--- WHAT YOU ARE ASKED TO DO ---
Locate the word "bends" in the material, then show every line that holds it.

--- EXERCISE DATA ---
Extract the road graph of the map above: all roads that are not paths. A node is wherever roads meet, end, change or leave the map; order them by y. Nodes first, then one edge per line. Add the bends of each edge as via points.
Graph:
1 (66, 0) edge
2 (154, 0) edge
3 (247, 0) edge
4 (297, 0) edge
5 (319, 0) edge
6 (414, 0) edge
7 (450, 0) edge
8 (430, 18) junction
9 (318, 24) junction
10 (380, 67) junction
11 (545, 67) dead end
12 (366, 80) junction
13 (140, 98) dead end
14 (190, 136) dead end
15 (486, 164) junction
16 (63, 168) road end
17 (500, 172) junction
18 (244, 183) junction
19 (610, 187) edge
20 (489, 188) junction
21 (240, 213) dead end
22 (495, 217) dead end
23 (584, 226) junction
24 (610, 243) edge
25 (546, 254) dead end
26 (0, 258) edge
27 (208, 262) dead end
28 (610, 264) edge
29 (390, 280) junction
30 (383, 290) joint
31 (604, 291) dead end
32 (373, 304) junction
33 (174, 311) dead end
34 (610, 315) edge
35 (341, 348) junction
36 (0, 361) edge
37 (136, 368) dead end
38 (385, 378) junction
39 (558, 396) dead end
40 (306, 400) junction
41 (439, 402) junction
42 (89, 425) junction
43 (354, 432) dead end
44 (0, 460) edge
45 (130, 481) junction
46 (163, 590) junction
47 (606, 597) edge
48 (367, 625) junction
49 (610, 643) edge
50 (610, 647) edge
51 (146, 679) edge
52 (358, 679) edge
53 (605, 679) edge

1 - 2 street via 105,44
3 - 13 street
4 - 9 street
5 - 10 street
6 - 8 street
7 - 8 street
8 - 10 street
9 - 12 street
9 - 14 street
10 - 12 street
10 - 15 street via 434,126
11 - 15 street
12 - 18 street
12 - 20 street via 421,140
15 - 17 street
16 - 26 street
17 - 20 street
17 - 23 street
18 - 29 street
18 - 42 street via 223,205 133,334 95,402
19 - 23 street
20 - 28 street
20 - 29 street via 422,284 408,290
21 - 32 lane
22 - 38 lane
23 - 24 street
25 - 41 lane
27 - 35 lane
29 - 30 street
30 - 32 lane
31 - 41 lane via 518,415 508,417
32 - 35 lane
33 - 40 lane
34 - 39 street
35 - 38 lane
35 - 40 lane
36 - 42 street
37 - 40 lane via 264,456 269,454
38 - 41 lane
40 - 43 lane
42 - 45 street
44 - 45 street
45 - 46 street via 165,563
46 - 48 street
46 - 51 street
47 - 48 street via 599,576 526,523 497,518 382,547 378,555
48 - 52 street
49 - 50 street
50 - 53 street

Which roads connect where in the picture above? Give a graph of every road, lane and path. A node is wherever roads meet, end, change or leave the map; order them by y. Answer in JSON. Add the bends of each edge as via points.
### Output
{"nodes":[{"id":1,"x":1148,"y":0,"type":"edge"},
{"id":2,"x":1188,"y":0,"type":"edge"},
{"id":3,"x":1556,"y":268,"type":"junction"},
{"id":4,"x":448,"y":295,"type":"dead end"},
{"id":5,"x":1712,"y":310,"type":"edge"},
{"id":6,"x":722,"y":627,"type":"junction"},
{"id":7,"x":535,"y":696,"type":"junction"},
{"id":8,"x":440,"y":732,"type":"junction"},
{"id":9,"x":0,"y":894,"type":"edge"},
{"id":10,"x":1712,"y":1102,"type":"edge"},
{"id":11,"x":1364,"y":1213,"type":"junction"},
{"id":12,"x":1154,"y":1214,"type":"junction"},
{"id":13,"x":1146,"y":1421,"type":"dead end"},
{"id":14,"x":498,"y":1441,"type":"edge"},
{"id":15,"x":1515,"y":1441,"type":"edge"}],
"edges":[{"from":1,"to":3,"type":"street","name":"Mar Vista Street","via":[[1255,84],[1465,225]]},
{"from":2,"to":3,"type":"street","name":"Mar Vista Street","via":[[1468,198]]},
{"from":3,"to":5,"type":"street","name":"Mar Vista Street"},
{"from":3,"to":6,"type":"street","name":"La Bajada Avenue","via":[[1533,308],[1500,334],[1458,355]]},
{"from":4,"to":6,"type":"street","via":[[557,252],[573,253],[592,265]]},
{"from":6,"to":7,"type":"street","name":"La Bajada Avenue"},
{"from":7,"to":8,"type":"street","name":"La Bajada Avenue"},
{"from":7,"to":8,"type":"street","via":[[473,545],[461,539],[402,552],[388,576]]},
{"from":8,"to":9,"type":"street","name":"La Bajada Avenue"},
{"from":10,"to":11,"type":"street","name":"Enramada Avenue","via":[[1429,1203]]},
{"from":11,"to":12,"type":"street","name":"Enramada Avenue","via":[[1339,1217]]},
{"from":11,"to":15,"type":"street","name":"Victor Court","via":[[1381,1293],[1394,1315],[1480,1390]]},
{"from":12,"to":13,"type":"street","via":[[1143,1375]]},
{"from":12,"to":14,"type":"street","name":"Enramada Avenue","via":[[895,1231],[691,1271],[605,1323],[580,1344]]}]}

--- SOLUTION BELOW ---
Extract the road graph of the map above: all roads that are not paths. A node is wherever roads meet, end, change or leave the map; order them by y. Nodes first, then one edge per line. Add the bends of each edge as via points.
Which roads connect where in the picture above? Give a graph of every road, lane and path. A node is wherever roads meet, end, change or leave the map; order them by y. Answer in JSON. Add the bends of each edge as via points.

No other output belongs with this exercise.